**Work order**
Show every line of the records below that contains the word "Left".
━━━━━ Data excerpts ━━━━━
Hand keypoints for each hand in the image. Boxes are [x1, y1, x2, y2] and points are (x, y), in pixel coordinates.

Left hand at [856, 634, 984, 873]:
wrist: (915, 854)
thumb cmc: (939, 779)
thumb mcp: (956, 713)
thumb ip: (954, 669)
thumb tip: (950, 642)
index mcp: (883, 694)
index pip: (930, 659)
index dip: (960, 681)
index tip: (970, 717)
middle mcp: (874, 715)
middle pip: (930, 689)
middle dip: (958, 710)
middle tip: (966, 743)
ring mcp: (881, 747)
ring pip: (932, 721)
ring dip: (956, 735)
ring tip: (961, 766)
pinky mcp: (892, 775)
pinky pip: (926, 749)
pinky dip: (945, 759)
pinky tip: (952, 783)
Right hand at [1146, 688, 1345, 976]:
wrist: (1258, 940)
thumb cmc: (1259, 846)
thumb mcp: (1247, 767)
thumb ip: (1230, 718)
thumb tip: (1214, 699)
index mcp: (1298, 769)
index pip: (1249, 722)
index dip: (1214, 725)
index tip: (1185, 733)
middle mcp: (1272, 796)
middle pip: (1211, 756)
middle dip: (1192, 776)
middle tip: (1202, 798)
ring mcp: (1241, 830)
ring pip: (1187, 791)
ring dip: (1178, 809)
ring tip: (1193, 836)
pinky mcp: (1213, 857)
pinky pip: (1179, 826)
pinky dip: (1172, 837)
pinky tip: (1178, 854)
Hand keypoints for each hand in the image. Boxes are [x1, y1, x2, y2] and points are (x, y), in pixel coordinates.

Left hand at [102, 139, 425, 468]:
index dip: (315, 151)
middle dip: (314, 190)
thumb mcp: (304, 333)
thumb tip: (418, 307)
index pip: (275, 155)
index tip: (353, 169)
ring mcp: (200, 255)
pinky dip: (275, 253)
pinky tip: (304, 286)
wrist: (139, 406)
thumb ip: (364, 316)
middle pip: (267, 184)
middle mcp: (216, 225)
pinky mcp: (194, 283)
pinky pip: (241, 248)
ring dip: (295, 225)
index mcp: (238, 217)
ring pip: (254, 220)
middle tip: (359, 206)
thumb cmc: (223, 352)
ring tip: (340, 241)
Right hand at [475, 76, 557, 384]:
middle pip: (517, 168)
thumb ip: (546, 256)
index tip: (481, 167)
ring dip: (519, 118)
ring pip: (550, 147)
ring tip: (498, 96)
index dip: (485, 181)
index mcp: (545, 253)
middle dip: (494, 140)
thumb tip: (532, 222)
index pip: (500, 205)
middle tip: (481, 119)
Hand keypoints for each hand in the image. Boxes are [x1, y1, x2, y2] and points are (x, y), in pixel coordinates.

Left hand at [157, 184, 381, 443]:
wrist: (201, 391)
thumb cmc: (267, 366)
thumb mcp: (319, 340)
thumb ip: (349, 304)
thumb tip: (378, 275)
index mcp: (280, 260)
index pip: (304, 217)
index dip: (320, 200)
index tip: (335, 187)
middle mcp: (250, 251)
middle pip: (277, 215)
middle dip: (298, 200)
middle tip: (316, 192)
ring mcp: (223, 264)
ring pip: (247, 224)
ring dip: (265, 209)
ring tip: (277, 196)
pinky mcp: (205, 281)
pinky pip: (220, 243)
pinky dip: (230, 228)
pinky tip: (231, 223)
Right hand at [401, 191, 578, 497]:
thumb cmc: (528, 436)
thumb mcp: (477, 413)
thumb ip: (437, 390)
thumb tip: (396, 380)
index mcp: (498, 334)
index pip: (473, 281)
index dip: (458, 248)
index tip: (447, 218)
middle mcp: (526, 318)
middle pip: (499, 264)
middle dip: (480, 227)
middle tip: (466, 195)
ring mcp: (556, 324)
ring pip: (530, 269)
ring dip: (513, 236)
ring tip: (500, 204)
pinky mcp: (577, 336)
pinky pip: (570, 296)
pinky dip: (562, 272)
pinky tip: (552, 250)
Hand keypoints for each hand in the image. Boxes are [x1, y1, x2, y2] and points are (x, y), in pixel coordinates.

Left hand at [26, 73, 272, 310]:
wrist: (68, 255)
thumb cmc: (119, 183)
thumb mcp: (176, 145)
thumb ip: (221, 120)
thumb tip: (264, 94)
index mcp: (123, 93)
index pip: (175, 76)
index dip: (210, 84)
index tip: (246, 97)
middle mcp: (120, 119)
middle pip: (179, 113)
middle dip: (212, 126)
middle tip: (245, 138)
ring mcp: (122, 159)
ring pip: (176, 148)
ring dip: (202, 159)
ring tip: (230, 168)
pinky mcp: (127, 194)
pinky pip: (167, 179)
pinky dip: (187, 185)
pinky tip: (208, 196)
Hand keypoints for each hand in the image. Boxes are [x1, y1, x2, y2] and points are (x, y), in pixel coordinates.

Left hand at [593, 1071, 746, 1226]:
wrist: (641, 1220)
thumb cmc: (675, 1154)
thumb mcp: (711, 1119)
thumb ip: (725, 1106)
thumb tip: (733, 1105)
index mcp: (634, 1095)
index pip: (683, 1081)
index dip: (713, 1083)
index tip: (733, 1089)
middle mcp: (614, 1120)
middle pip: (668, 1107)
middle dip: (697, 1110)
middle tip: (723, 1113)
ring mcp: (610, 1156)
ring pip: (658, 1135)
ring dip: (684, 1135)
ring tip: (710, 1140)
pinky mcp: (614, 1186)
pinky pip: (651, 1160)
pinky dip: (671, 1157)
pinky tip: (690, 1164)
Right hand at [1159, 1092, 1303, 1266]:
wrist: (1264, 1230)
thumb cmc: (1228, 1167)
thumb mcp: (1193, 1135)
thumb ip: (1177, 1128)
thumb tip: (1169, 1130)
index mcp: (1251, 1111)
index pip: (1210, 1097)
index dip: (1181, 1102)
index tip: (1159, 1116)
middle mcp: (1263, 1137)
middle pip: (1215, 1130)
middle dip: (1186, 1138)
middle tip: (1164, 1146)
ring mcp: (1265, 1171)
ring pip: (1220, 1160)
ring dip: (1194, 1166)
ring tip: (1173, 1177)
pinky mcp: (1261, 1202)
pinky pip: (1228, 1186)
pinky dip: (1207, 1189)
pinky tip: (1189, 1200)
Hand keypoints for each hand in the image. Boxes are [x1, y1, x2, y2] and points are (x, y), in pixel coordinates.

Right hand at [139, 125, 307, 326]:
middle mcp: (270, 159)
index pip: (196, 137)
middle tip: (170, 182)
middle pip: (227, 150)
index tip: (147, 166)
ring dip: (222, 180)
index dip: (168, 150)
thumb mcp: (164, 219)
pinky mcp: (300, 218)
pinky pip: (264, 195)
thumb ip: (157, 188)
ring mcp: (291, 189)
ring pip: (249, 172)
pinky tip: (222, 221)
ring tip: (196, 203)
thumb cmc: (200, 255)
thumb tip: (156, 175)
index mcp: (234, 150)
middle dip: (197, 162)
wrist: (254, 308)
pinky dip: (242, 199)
━━━━━
**Exercise response**
Left hand at [856, 634, 984, 873]:
Left hand at [102, 139, 425, 468]:
Left hand at [157, 184, 381, 443]:
Left hand at [26, 73, 272, 310]:
Left hand at [593, 1071, 746, 1226]:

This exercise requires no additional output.